Named Entity Recognition

The Named Entity Recognition (NER) module is used to recognize entities in PDF and text files. Recognized named entities can be handled in the following ways:

Anonymization: Removes the named entities from the text.
Pseudonymization: Replaces the named entities with a fixed text.
Redaction: Masks the named entities, making them unreadable.

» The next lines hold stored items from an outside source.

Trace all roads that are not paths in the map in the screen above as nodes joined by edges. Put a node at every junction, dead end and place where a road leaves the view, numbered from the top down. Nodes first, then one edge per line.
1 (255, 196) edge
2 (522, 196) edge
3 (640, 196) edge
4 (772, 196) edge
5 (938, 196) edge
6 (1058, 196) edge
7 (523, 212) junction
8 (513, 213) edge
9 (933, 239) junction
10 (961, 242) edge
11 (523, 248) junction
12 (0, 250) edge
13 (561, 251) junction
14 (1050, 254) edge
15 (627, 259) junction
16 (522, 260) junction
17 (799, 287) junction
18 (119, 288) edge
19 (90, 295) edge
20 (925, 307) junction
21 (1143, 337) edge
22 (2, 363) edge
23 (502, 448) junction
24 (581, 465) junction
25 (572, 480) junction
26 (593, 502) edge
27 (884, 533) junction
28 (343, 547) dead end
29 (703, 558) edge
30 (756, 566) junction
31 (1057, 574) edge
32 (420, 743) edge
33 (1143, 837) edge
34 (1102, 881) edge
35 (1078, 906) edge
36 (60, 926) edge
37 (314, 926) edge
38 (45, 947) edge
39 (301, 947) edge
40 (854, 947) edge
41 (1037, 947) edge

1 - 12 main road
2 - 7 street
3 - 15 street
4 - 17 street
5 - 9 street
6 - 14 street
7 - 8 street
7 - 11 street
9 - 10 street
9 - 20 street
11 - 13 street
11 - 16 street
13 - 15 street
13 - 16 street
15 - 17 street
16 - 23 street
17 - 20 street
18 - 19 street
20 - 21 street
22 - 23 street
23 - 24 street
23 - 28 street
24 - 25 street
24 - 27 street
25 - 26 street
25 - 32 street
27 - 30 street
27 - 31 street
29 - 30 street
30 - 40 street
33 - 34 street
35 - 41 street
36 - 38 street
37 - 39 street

Text Replacement: This feature only works for plain text files and the Full Text attribute. PDF support for text replacement will be available in a future version.
Redaction: Currently, redaction only works for PDF and image files (JPG, PNG, and TIFF).
Annotations: Annotations can be created to visually indicate the recognized named entities in PDF files. This feature helps users quickly identify and manage sensitive information within documents

Recognized Entity Types

Entity Types Recognized by Pretrained Models (Release 2.3)

Language

Entity Types

Afrikaans

Person, Location, Organization, Miscellaneous

Arabic

Person, Location, Organization, Miscellaneous

Bulgarian

Event, Location, Organization, Person, Product

Chinese

Event, Facility, GPE, Language, Law, Location, Miscellaneous, Money, NORP, Ordinal, Organization, Percent, Person, Product, Quantity, Time, Work of Art

Dutch

Person, Location, Organization, Miscellaneous

English (simple)

Person, Location, Organization, Miscellaneous

English (extended)

Cardinal (Numerals that do not fall under another type)
Date (Absolute or relative dates or periods)
Event (Named hurricanes, battles, wars, sports events, etc.)
Facility (Buildings, airports, highways, bridges, etc.)
GPE (Countries, cities, states)
Language (Any named language)
Law (Named documents made into laws)
Location (Non-GPE locations, mountain ranges, bodies of water)
Money (Monetary values, including unit)
NORP (Nationalities or religious or political groups)
Ordinal ("first", "second")
Organization (Companies, agencies, institutions, etc.)
Percentages (Percentage including "%")
Person (People, including fictional)
Product (Vehicles, weapons, foods, etc. (Not services))
Quantity (Measurements, as of weight or distance)
Time (Times smaller than a day)
Work of Art (Titles of books, songs, etc.)

Finnish

Person, Location, Organization, Miscellaneous

French

Person, Location, Organization, Miscellaneous

German

Person, Location, Organization, Miscellaneous

Italian

Location, Organization, Person

Hungarian

Person, Location, Organization, Miscellaneous

Myanmar

Location, Miscellaneous, Number, Organization, Person, Race, Time

Russian

Person, Location, Organization, Miscellaneous

Spanish

Person, Location, Organization, Miscellaneous

Ukrainian

Person, Location, Organization, Miscellaneous

Vietnamese

Person, Location, Organization, Miscellaneous

Configuration

Admins can update NER configurations through the ProcessMaker IDP Admin interface.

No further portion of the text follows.